Methadone was developed in the 1940s as a medication for pain relief. It was approved for use in the United States in 1947.
Meanwhile, heroin use began to soar in the United States in the decades following the end of World War II and leading into the Vietnam War. In 1971, President Richard Nixon called drug addiction “public enemy number one.”
To address the problem, clinics began to offer methadone as a treatment for heroin addiction that promised to reduce withdrawal symptoms and pain perception, while preventing the euphoric feelings or “high” that led to their addiction.
Over time, methadone became synonymous with drug addiction – and the stigma caused it to fall out of favor with many physicians despite its effectiveness in pain relief.
Advantages of Methadone for Pain Relief in Hospice & Palliative Care
Methadone offers rapid onset of long-acting pain relief that can be delivered via pill or liquid form, which makes it a useful medication for patients with advanced dementia, kidney disease, and patients who can no longer swallow pills. It is also the only opiate that specifically targets neuropathic pain which is caused by damage or disease that affects the nervous system and is described by patients as burning, stabbing, tingling, or hot.
In addition, as a synthetic opioid, methadone has a chemical structure unrelated to other opium derivatives so it can often be used when a patient has a true allergy to other opioids.
Methadone has lower incidence of neurotoxic side effects compared to other opioids including hallucinations, agitation, or muscle jerks and twitches. Methadone also has the advantage of lower incidence of constipation compared to other opioids.
Finally, most patients are able to find relief with a much lower dose of methadone which also has a much lower cost, making it a very affordable option for pain relief in hospice and palliative care.
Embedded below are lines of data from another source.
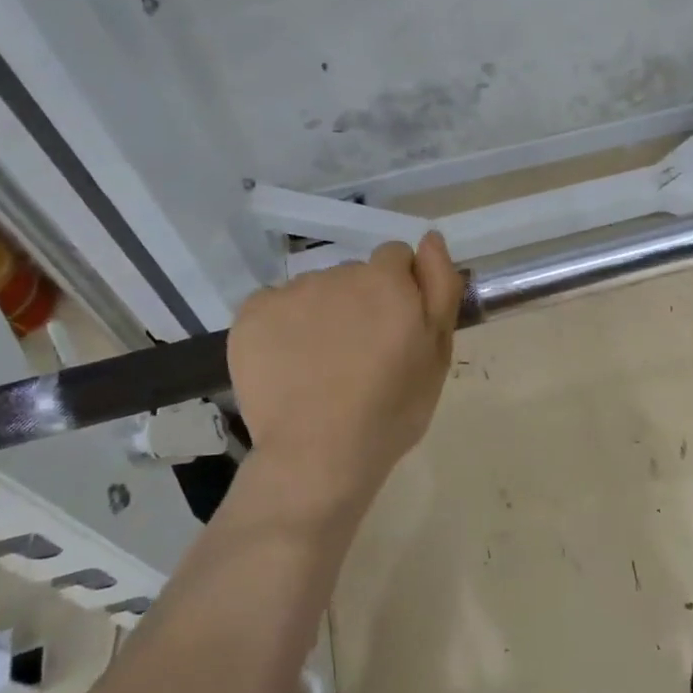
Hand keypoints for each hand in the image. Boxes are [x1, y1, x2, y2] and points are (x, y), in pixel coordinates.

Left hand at [229, 233, 462, 517]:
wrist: (318, 454)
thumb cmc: (391, 410)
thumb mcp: (438, 353)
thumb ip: (440, 287)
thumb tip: (430, 238)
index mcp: (386, 281)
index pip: (395, 257)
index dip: (400, 290)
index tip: (395, 328)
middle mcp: (338, 274)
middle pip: (353, 275)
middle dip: (359, 303)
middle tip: (360, 356)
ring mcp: (290, 292)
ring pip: (314, 291)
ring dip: (321, 314)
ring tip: (321, 367)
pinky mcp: (251, 314)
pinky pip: (274, 306)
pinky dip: (281, 327)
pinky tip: (288, 365)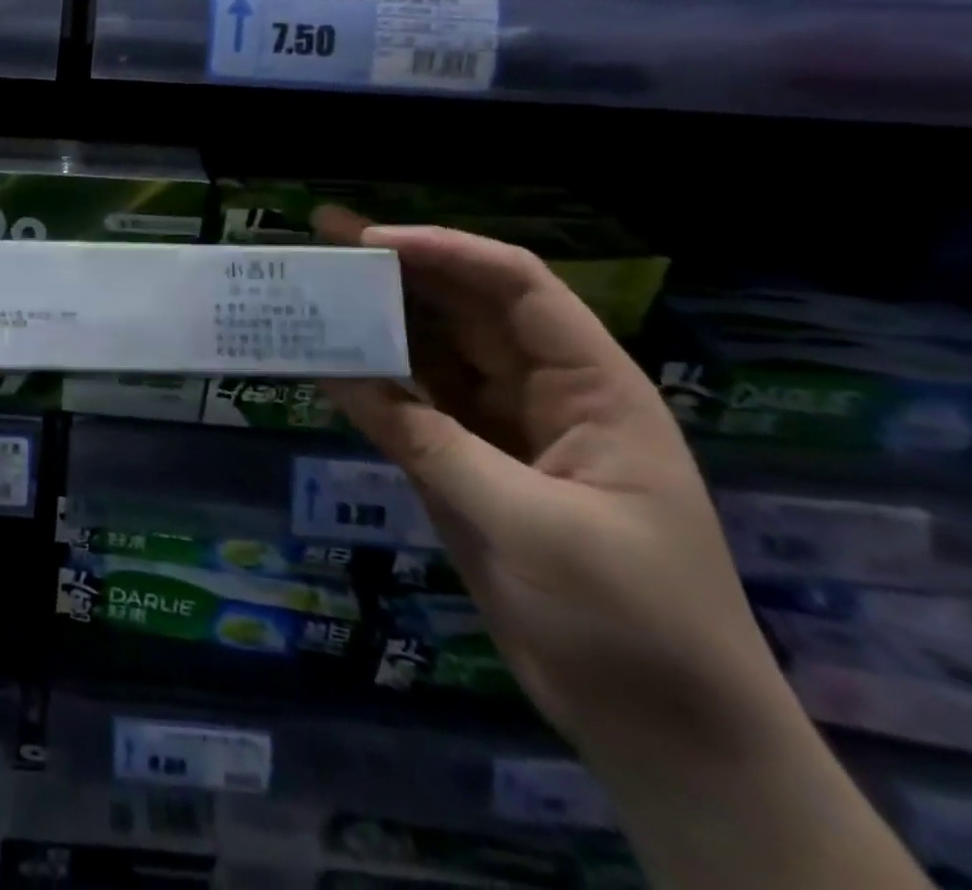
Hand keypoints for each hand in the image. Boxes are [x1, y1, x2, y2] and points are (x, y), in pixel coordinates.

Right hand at [312, 208, 783, 764]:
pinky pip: (407, 408)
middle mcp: (540, 392)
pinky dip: (366, 383)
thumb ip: (429, 442)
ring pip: (429, 353)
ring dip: (374, 319)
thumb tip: (339, 372)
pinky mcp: (462, 466)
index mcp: (590, 386)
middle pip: (462, 308)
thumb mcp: (531, 525)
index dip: (444, 251)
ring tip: (310, 286)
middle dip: (396, 268)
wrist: (661, 734)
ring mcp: (497, 430)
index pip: (515, 287)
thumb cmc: (629, 619)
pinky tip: (321, 362)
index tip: (370, 241)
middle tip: (321, 237)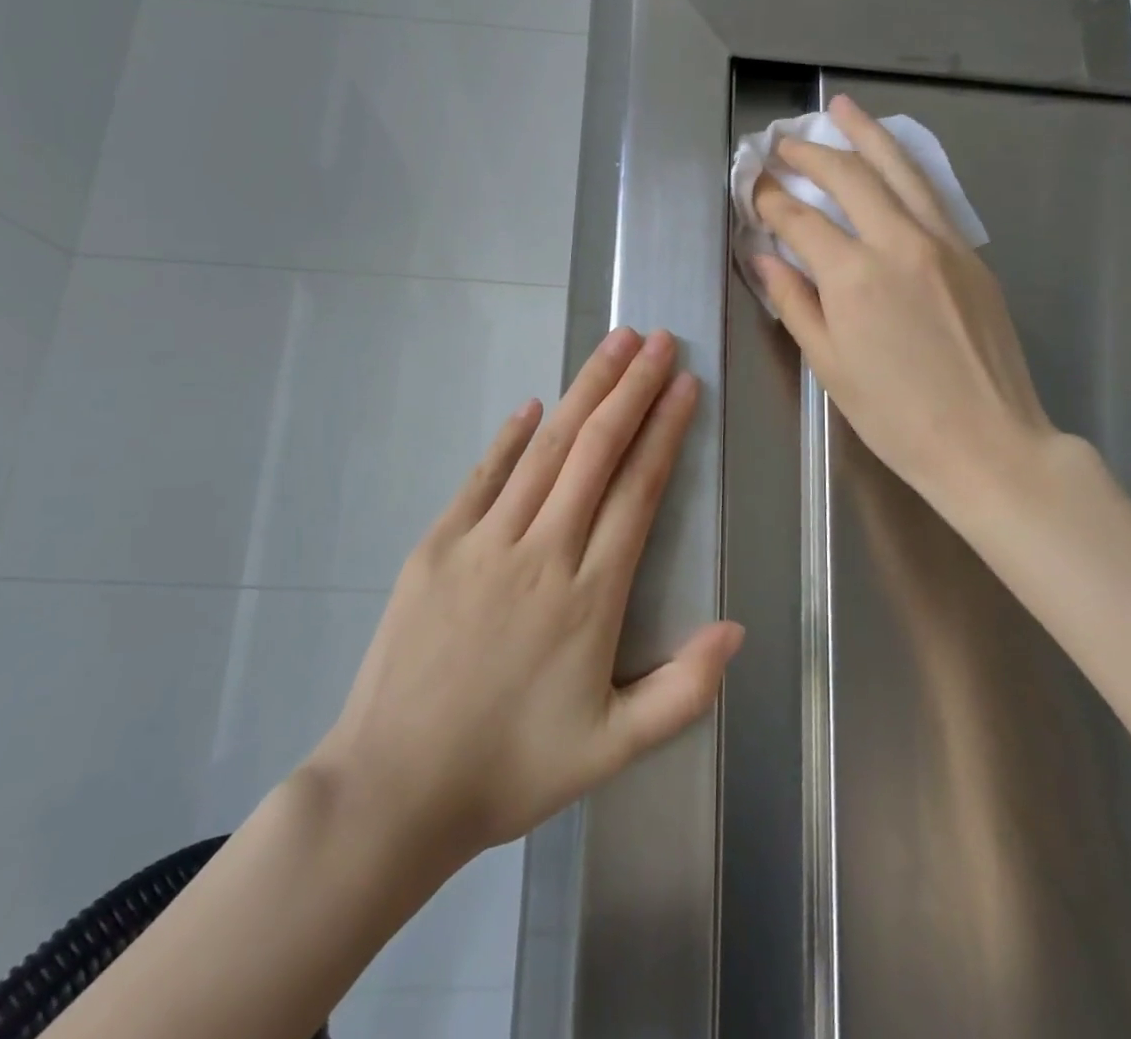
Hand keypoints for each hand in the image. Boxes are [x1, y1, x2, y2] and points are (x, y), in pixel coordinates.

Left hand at [311, 328, 743, 863]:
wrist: (393, 790)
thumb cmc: (511, 769)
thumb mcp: (612, 749)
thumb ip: (683, 691)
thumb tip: (737, 628)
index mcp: (589, 596)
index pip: (638, 489)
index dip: (665, 430)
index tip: (685, 384)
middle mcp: (540, 552)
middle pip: (595, 450)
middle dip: (632, 388)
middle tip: (657, 340)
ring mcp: (482, 543)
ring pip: (545, 449)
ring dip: (582, 392)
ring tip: (612, 346)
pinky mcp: (436, 545)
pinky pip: (482, 477)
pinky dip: (510, 437)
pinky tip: (533, 404)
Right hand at [752, 95, 1063, 518]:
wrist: (987, 442)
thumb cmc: (895, 416)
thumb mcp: (829, 366)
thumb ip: (794, 303)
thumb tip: (764, 257)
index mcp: (854, 277)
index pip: (800, 219)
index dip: (770, 198)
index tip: (753, 184)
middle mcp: (899, 243)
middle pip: (850, 176)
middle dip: (811, 152)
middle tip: (784, 141)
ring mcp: (943, 242)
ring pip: (900, 170)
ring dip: (866, 134)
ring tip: (841, 108)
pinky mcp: (971, 254)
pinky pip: (931, 194)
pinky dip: (905, 166)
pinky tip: (892, 157)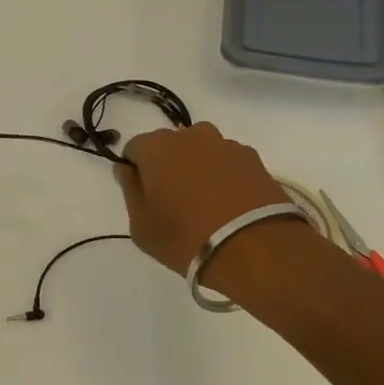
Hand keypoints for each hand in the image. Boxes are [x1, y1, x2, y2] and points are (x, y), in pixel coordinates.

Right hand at [115, 123, 291, 272]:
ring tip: (206, 205)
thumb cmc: (185, 237)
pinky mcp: (255, 160)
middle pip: (170, 146)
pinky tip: (230, 206)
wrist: (255, 248)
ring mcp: (227, 145)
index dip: (136, 171)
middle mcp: (191, 135)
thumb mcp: (141, 225)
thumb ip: (130, 191)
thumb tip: (128, 170)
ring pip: (202, 152)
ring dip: (198, 169)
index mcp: (156, 147)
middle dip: (168, 166)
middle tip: (173, 202)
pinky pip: (228, 163)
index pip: (135, 149)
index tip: (143, 196)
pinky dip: (225, 177)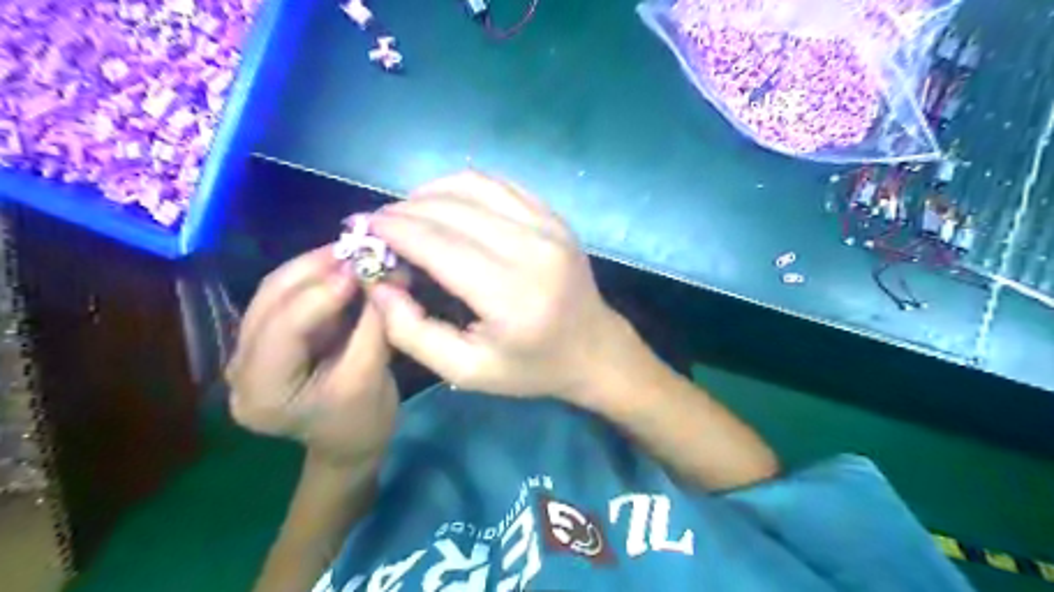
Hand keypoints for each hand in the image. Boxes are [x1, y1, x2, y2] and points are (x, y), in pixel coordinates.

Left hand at [227, 244, 399, 462]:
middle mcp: (242, 366)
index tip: (361, 268)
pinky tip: (344, 266)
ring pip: (275, 291)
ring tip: (354, 251)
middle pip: (270, 301)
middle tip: (359, 249)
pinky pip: (288, 295)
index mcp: (262, 392)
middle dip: (316, 269)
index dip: (320, 294)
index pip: (283, 330)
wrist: (349, 442)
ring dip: (316, 266)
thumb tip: (385, 275)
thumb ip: (374, 325)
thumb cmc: (361, 422)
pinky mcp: (269, 337)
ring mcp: (250, 349)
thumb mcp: (370, 378)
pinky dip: (317, 277)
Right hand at [363, 171, 642, 401]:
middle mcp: (532, 249)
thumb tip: (378, 284)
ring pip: (473, 186)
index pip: (438, 243)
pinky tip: (445, 205)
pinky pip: (499, 185)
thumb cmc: (530, 367)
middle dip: (403, 210)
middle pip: (451, 209)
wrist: (593, 349)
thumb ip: (413, 333)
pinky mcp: (554, 216)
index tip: (361, 228)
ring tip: (407, 214)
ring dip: (429, 193)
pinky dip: (462, 187)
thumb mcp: (466, 371)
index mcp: (510, 294)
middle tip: (378, 225)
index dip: (393, 229)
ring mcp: (548, 226)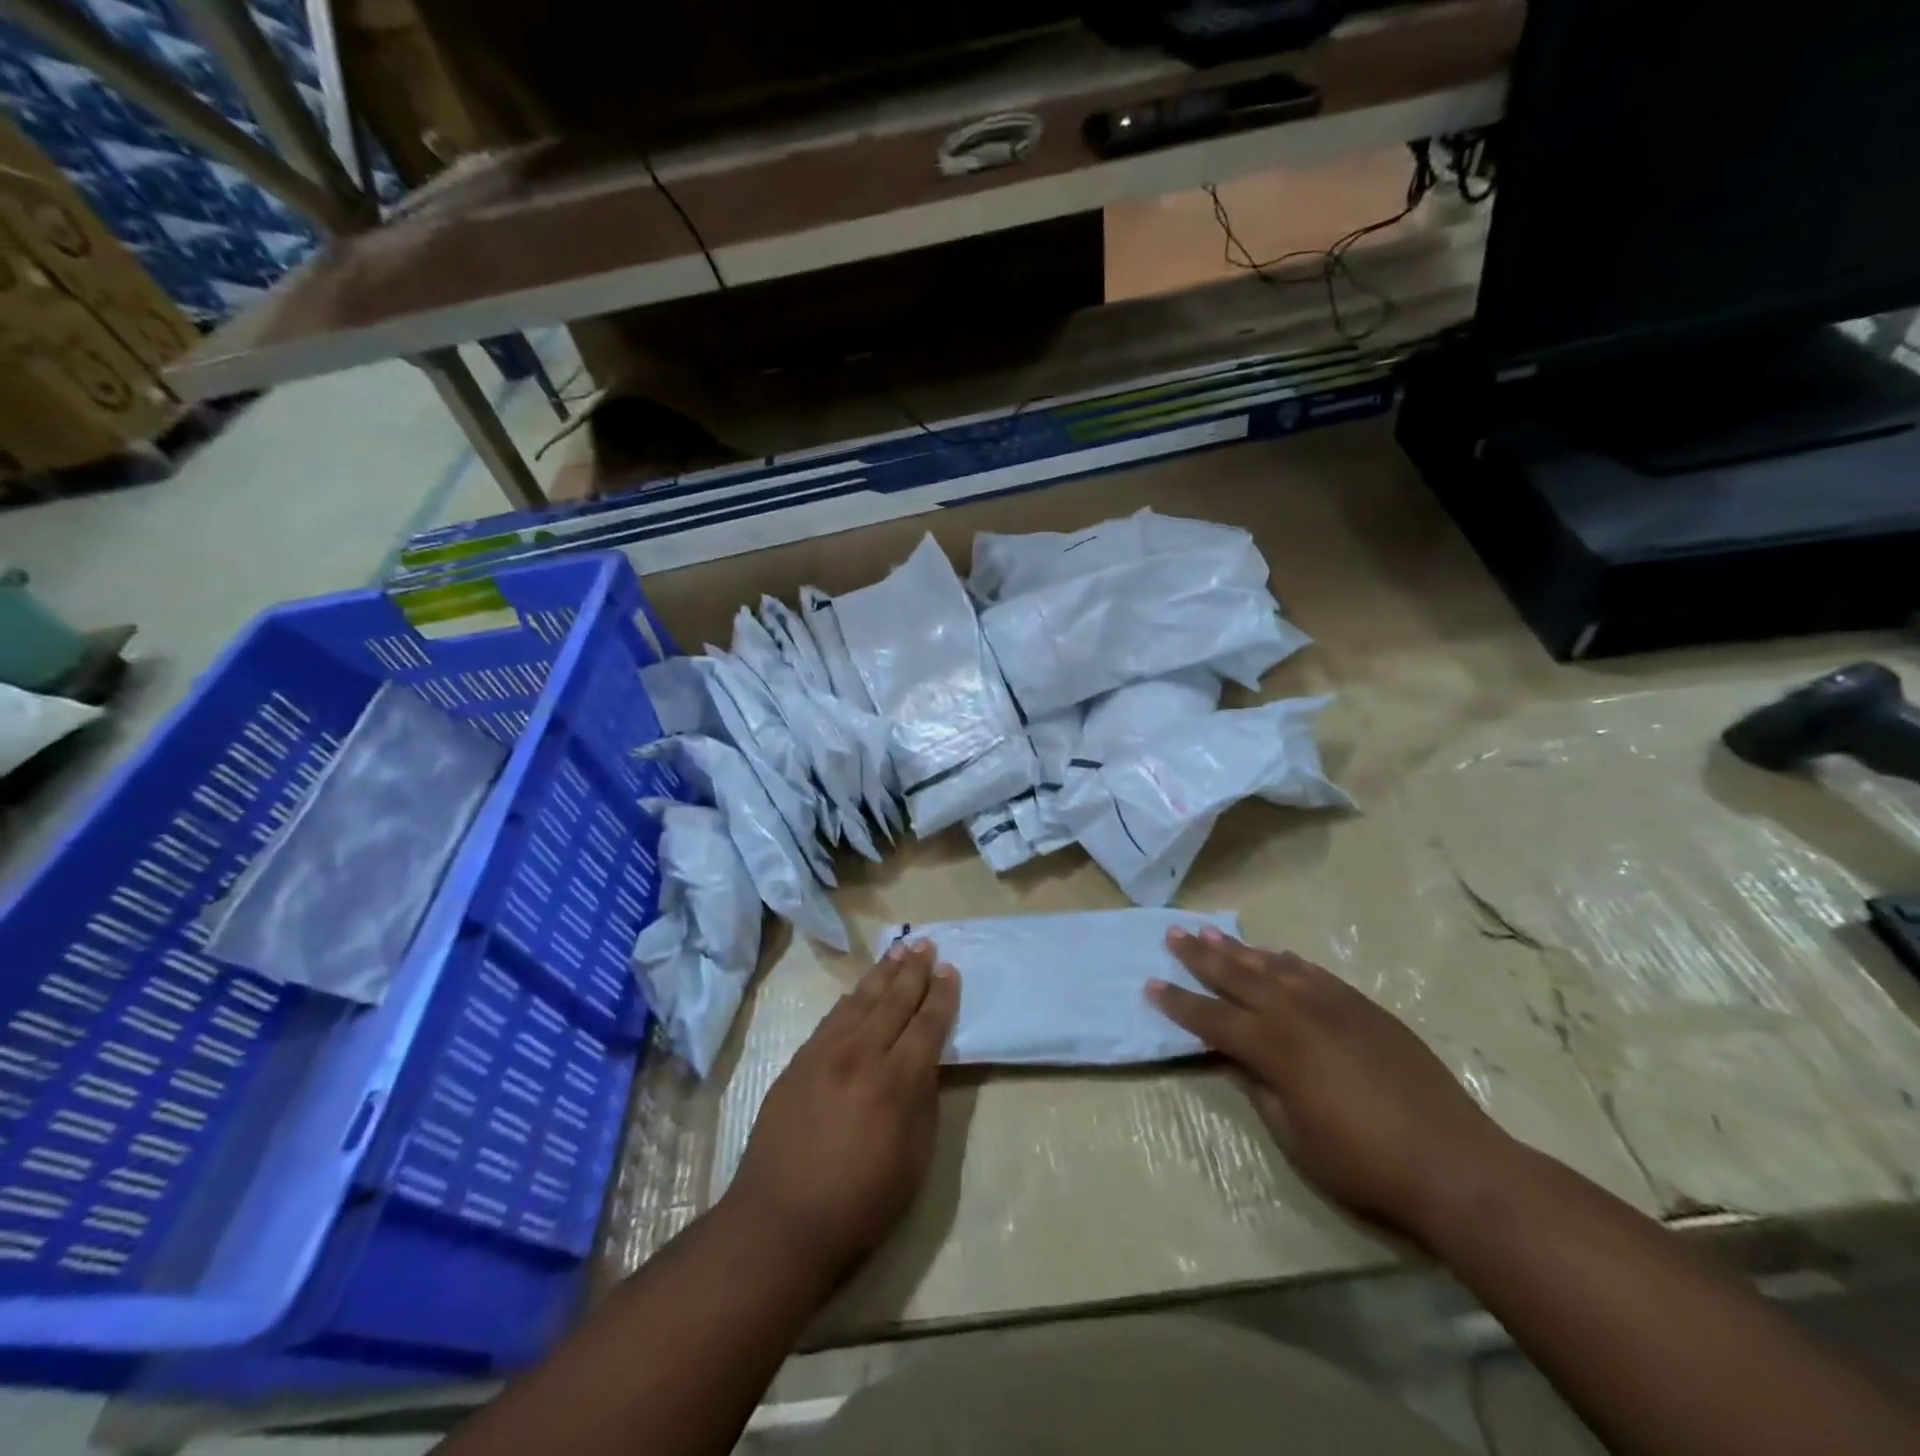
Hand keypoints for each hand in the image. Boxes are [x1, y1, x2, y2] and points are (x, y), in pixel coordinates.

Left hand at [722, 940, 959, 1285]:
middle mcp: (861, 1055)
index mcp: (896, 1081)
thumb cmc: (860, 1204)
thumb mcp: (914, 1160)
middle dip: (913, 971)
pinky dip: (850, 999)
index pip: (926, 1025)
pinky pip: (831, 1019)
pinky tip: (858, 990)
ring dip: (882, 974)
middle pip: (893, 1001)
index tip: (950, 970)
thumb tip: (924, 1062)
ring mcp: (824, 1055)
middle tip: (926, 943)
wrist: (779, 1224)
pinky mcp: (798, 1063)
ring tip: (898, 951)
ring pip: (860, 1001)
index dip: (941, 996)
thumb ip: (922, 1101)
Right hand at [1148, 927, 1516, 1245]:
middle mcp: (1295, 1012)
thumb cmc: (1363, 1162)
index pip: (1210, 1017)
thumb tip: (1234, 1057)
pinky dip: (1288, 961)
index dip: (1178, 1003)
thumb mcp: (1294, 1136)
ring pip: (1272, 965)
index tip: (1150, 985)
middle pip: (1236, 976)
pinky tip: (1274, 954)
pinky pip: (1313, 972)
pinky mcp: (1363, 1007)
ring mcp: (1332, 1004)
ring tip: (1210, 930)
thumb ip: (1258, 1088)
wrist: (1453, 1162)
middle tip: (1172, 934)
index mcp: (1272, 1047)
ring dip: (1238, 948)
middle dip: (1200, 956)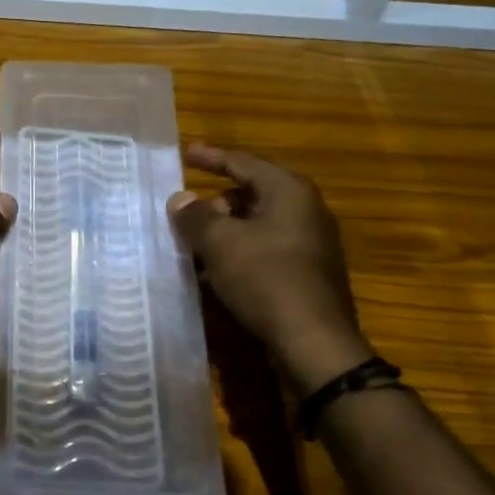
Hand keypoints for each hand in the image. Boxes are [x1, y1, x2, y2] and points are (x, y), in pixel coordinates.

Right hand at [168, 145, 371, 396]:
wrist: (314, 341)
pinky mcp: (308, 273)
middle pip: (253, 192)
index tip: (187, 153)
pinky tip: (216, 273)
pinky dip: (239, 253)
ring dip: (225, 231)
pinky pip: (266, 250)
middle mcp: (305, 210)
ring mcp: (311, 243)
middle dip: (216, 200)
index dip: (212, 157)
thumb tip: (181, 199)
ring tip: (194, 244)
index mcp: (289, 191)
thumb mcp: (220, 242)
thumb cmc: (265, 278)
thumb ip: (196, 216)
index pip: (244, 162)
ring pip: (258, 224)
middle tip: (186, 213)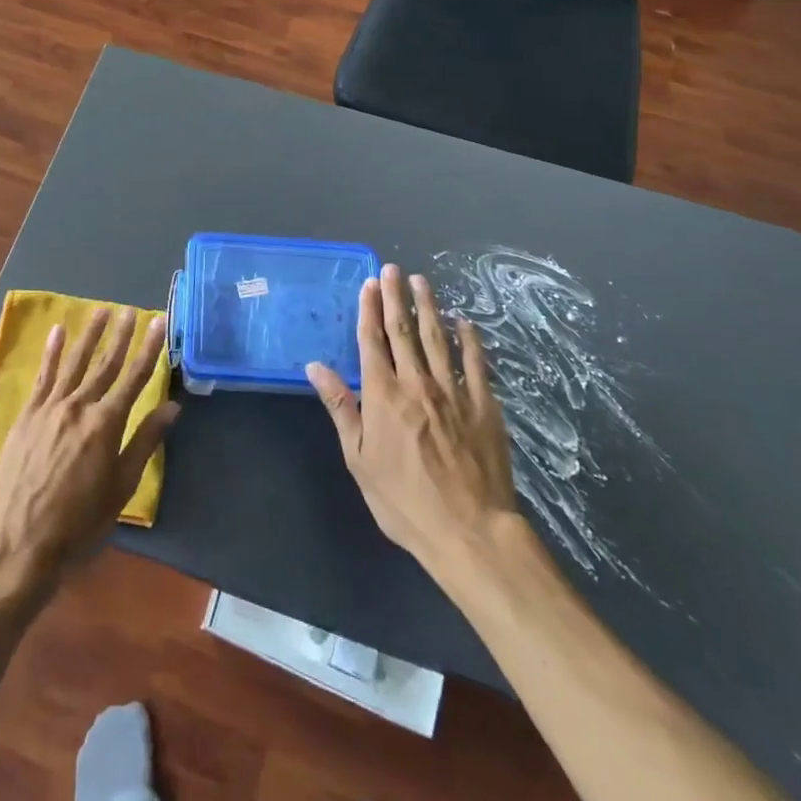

Disadvantages of Methadone in Hospice & Palliative Care
Like any medication, there are risks in using methadone that patients, caregivers, and physicians need to consider when prescribing it for pain relief. Methadone is very complex medication that should only be used in experienced hands.
It can take several days to adjust dosages and it requires close monitoring when a patient first begins methadone. Specific protocols must be followed if they are switching from another opioid. Due to the long half-life of methadone, it must be adjusted gradually to avoid cumulative toxicity – particularly in the elderly. It may also cause depression, especially in the first two weeks as it does not have the same euphoric effect of other opioids.
A careful medication review is necessary before prescribing methadone for pain relief at end of life as there are also a wide variety of drug interactions that can increase or decrease serum methadone levels.
In rare instances, methadone has been shown to cause changes in breathing and heart rate. Some patients may choose to get an EKG before starting on methadone. Physicians should use extra caution when prescribing to someone with heart disease.
The Bottom Line on Methadone in Hospice & Palliative Care
With proper education, methadone is an effective tool in relieving pain in patients at end of life. It offers vastly superior control of neuropathic pain compared to other opioids, and patients often receive greatly improved control of non-neuropathic pain.
It can also be a useful tool when a patient has a history of substance abuse or if there are concerns about drug diversion in the home.